“People will come, Ray. The one constant through all the years, Ray, has been baseball. America has rolled by like an army of steamrollers. Its been erased like a blackboard, rebuilt and erased again. But baseball has marked the time. This field, this game, its a part of our past, Ray. It reminds us of all that was good, and could be again.” —Terrance Mann, Field of Dreams

James Earl Jones’s character in Field of Dreams, Terrance Mann, spoke nostalgically about America’s relationship with its national past time. While America may have “rolled by like an army of steamrollers,” being “rebuilt and erased again,” the same cannot be said for another baseball-crazed nation, Cuba. Things have not changed much in Cuba since the American trade embargo was initiated in 1959. And that includes baseball.
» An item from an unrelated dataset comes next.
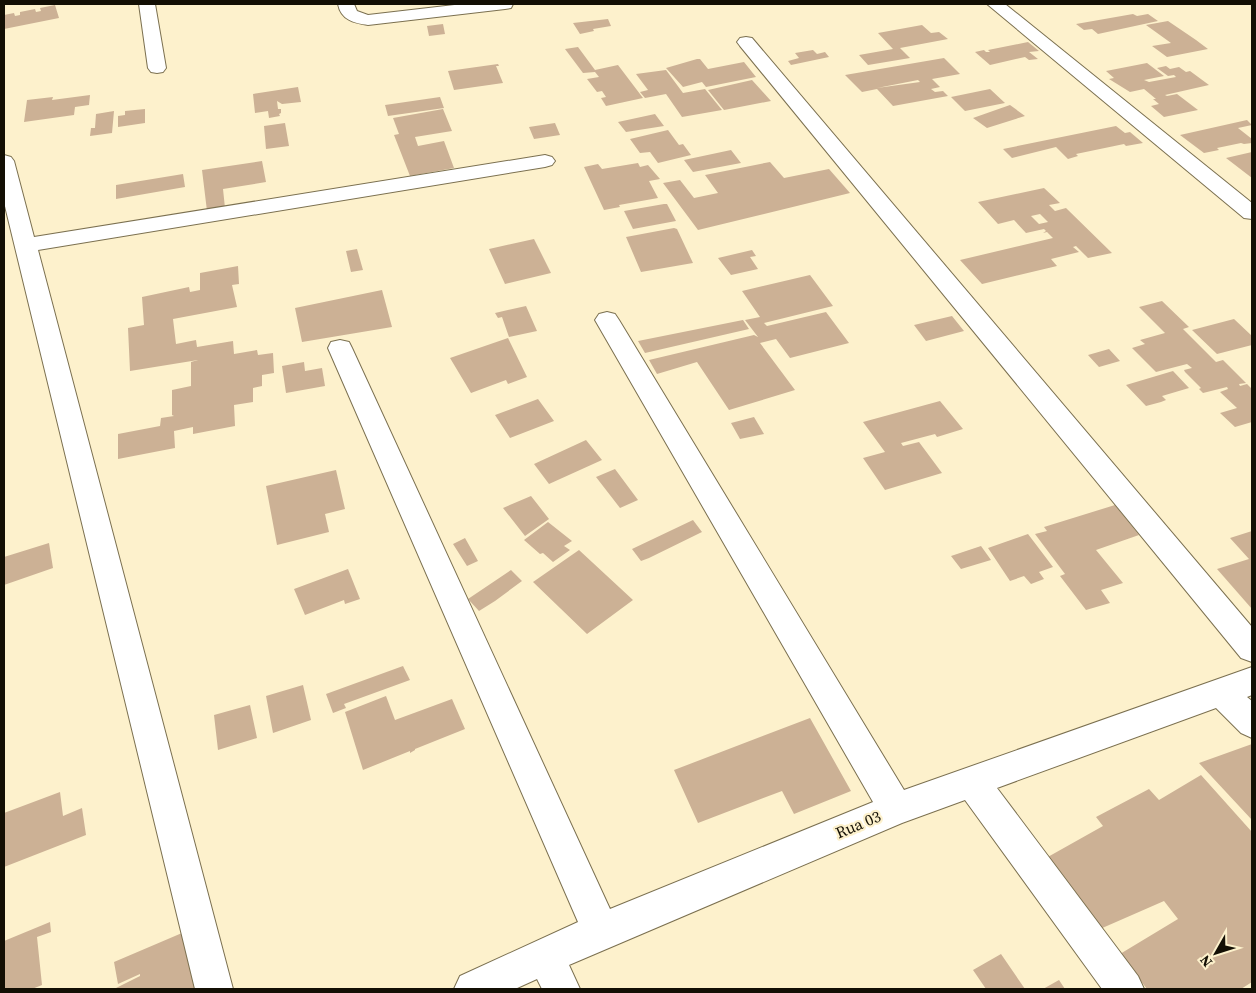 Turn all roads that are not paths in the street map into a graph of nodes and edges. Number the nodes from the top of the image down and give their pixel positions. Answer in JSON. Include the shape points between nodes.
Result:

However, President Obama is using baseball as a means of reopening diplomatic relations with the Cuban people. Last month, the President allowed Major League Baseball to hold a Spring Training exhibition game in Havanna, featuring the Cuban national team and the Tampa Bay Rays. If not for the executive blessing, such a game would be barred by the trade embargo. President Obama went a step beyond simply allowing the game to take place, however—he attended it with his family.

The MLB, for their part, is hoping that the famous line from Field of Dreams holds true again: if you build it, they will come. In this context, they’re hoping that rebuilding the Cuban-American trade relationship allows Cuban baseball players to come to the United States to join big league clubs. As it stands today, the embargo means that baseball teams cannot sign players directly out of Cuba because that would require interaction with the Cuban government. Instead, the 32 current MLB players born in Cuba have defected from their home, often resorting to human trafficking and dangerous ocean-crossings. Dodger’s left fielder Yasiel Puig was subjected to continuing threats from the human traffickers who smuggled him through Mexico in 2012.

In a rare intersection between diplomacy, international trade, and sports law, the MLB’s Chief Legal Officer, Dan Halem, has asked for a special permit allowing pro teams to sign players who are still in Cuba. The Treasury Department’s Office of Foreign Assets Control (OFAC) has the authority to effectively exempt the MLB from the embargo. Players signed through this process would likely have to pay a percentage of their salary to the Cuban government and also pay taxes to both countries. If approved by OFAC, this would be a major—even if only symbolic—step toward normalizing relations with Cuba.

Opponents of the OFAC permit point to Cuba’s history of human rights violations and also wonder why baseball should be the exception to a national embargo. Perhaps worth noting, baseball is already inexplicably exempted from federal antitrust laws, an luxury that no other professional sports league enjoys. See Federal Baseball Club v. National League, 259 U.S. 200 (1922).

OFAC has yet to take an official stance on the special permit application, but President Obama’s attendance at the exhibition game should be a welcome signal to MLB teams. Until then, Americans will have to continue smuggling two major Cuban imports: cigars and middle infielders.